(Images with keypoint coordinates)
★ ★ ★ ★ ★ ★ ★
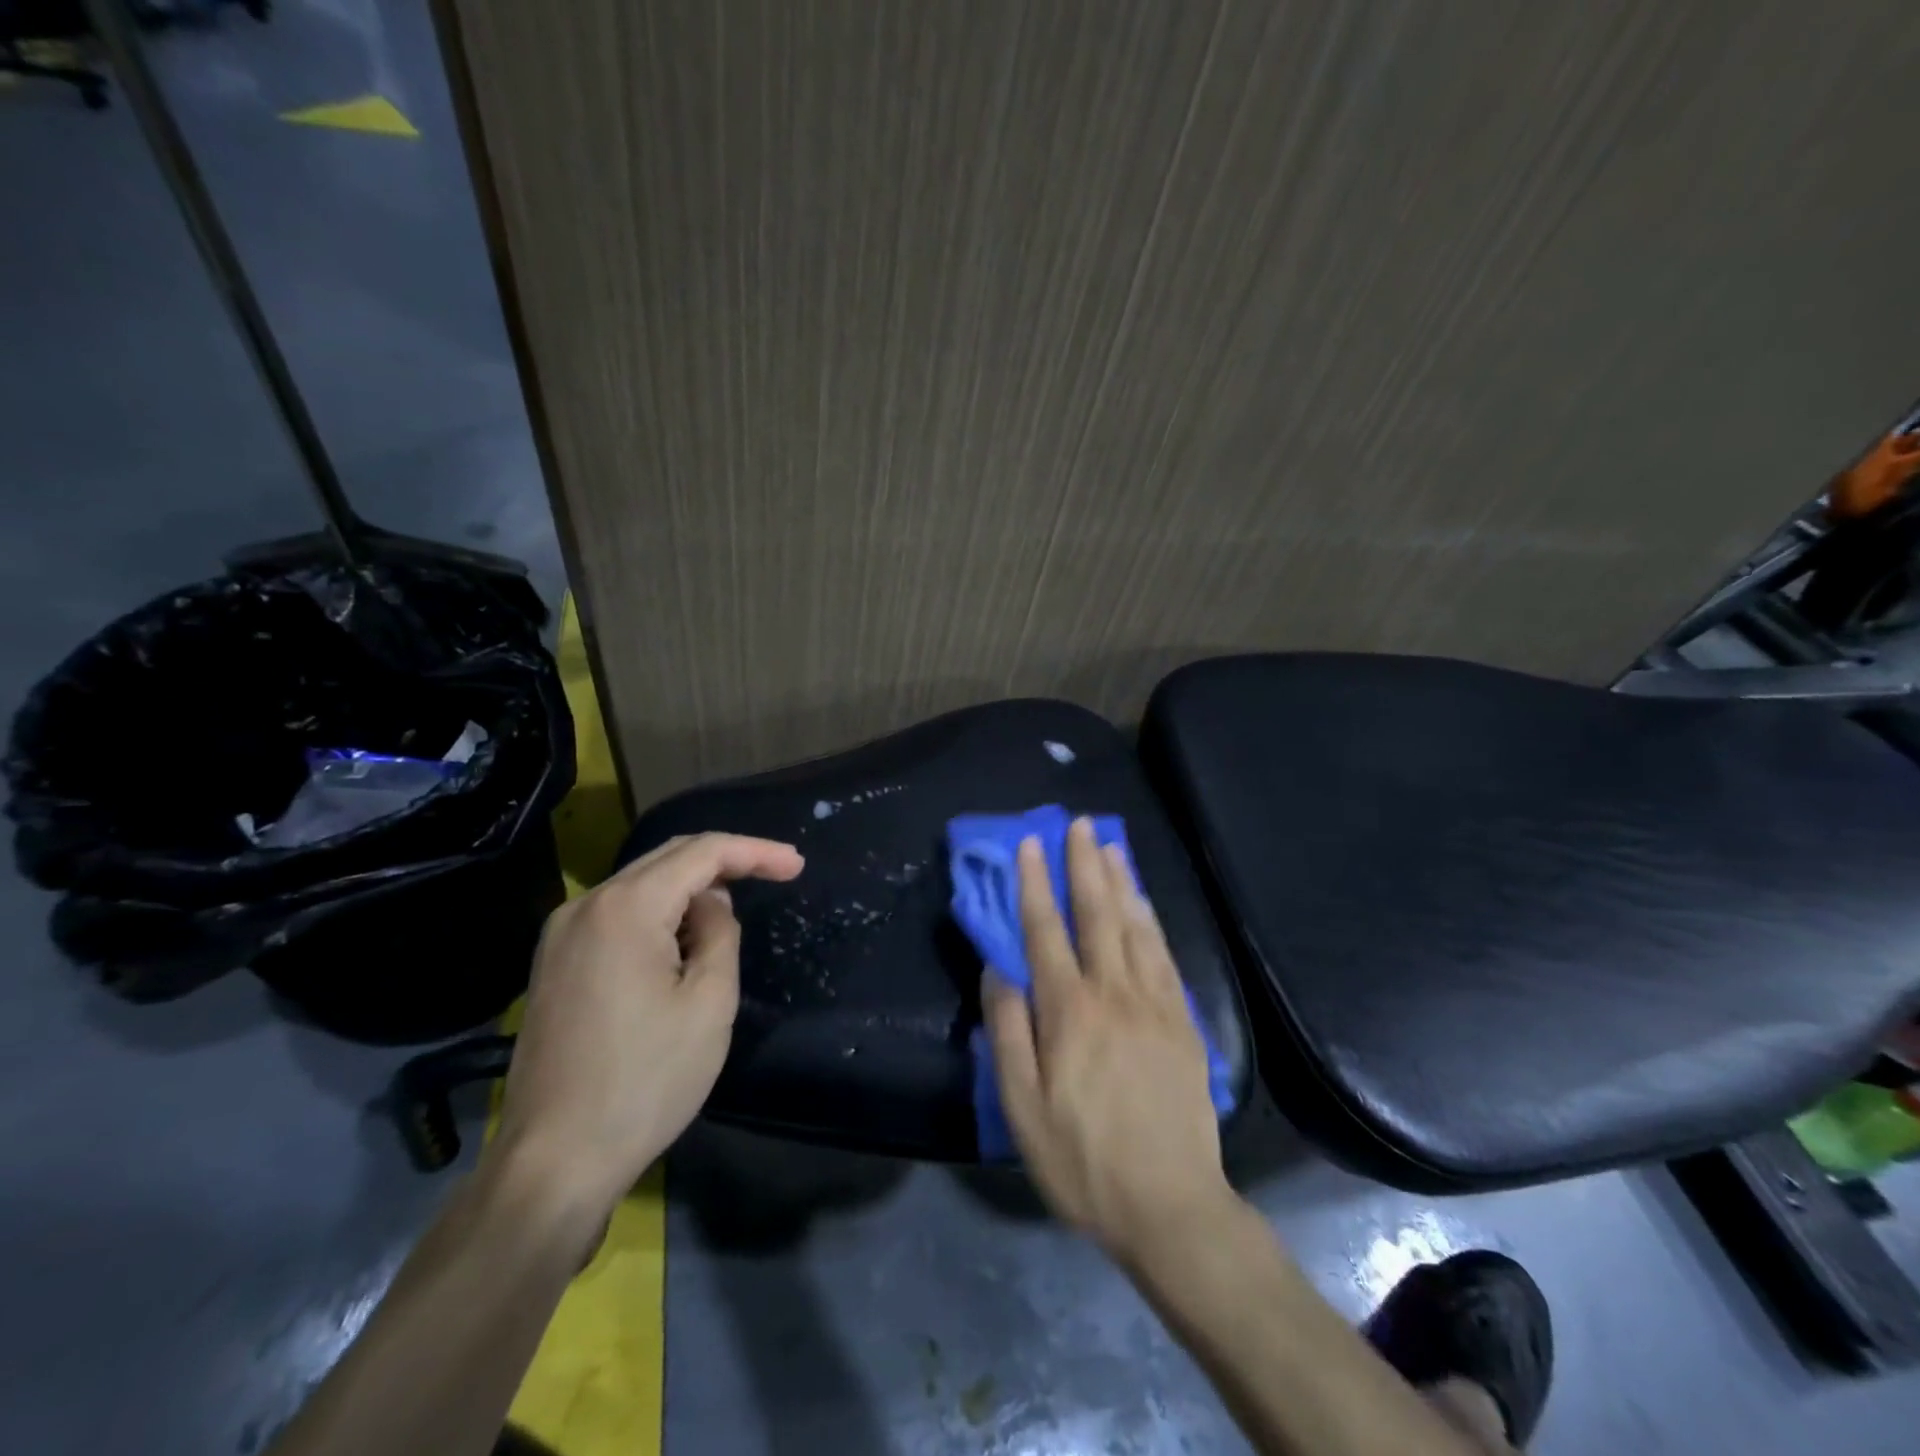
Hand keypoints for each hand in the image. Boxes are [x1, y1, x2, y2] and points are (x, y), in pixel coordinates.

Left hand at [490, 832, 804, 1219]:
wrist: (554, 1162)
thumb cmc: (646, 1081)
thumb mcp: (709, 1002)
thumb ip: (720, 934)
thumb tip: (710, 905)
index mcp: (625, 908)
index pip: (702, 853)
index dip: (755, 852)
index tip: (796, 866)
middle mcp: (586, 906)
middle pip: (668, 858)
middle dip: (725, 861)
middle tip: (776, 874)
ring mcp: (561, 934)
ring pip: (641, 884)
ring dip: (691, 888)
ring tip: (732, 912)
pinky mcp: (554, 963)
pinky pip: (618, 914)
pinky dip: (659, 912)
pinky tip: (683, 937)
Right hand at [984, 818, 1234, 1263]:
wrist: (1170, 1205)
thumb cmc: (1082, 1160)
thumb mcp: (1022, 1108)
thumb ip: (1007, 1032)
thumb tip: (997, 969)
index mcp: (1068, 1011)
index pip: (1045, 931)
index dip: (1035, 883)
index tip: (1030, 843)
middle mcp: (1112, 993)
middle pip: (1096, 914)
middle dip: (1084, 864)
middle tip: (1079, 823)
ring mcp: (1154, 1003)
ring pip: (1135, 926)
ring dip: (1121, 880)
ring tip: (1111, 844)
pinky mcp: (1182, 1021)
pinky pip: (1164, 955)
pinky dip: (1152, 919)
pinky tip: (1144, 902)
★ ★ ★ ★ ★ ★ ★
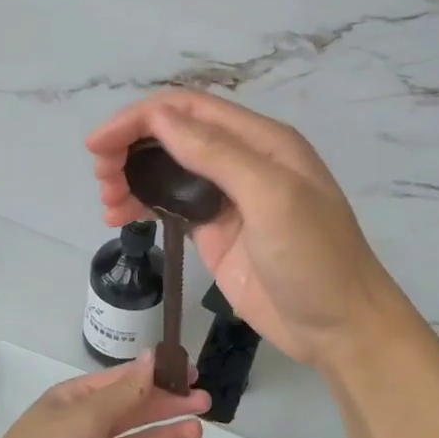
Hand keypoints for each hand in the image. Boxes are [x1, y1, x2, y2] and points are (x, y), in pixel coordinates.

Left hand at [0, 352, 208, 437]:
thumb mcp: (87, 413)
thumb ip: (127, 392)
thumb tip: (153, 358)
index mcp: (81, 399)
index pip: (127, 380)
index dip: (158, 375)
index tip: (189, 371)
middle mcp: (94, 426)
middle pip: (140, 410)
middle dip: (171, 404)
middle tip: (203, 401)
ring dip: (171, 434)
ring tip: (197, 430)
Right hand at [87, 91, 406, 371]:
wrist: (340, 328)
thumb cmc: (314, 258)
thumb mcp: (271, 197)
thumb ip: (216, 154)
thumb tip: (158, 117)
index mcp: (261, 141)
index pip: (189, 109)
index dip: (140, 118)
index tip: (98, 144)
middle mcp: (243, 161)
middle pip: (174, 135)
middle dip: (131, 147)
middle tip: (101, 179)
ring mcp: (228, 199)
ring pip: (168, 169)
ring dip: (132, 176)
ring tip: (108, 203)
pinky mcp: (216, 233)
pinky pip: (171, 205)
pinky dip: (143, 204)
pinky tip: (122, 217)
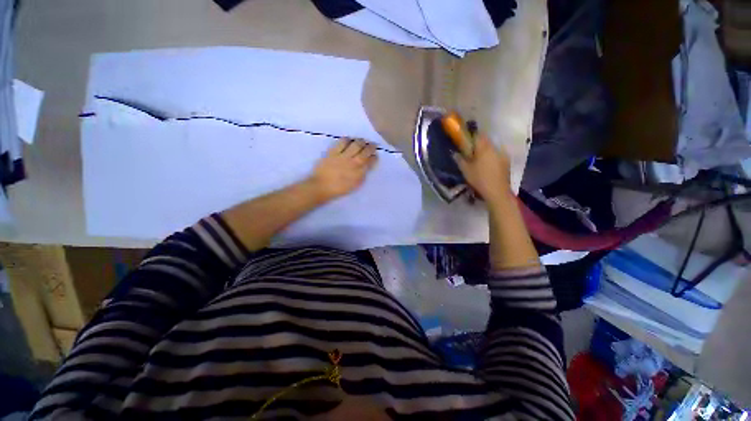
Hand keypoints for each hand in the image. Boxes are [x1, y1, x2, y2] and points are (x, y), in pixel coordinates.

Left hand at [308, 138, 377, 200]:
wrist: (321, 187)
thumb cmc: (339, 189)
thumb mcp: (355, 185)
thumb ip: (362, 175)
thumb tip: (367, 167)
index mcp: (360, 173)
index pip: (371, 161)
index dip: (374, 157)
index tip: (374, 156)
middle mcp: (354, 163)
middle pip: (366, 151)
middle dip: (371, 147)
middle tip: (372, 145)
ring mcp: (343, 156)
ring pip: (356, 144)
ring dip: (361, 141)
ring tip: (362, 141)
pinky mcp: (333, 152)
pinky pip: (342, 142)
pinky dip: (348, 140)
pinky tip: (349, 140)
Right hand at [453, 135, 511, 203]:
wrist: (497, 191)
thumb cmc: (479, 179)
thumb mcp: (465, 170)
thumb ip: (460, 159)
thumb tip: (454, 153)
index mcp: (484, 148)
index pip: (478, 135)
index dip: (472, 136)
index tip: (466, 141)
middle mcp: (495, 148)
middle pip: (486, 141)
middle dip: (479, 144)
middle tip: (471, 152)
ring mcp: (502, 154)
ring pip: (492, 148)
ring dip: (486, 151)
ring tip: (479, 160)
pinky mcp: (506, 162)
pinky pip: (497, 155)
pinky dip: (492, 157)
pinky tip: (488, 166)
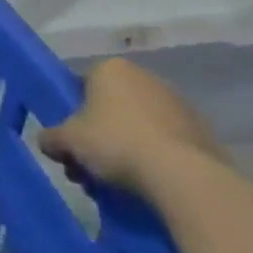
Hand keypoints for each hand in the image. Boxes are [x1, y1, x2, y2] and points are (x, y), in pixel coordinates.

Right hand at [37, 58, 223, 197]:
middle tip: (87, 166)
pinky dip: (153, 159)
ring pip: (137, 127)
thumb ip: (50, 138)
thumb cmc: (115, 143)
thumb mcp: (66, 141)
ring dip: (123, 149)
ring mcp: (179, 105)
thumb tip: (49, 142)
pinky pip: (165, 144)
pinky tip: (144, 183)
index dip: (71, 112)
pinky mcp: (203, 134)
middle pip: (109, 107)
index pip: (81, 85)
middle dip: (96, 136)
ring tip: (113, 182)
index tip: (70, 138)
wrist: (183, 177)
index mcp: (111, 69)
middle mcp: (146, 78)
★ ★ ★ ★ ★ ★ ★
Exercise:
For this exercise, please output exactly the lines above starting at the line with "ring dip: (123, 149)" and ending at the line with "middle mcp: (146, 78)", ends included.

Written solution:
ring dip: (123, 149)
ring mcp: (179, 105)
thumb tip: (49, 142)
pinky pip: (165, 144)
pinky tip: (144, 183)
index dip: (71, 112)
pinky mcp: (203, 134)
middle pip: (109, 107)
index pip: (81, 85)
middle dip: (96, 136)
ring tip: (113, 182)
index tip: (70, 138)
wrist: (183, 177)
index mcp: (111, 69)
middle mcp: (146, 78)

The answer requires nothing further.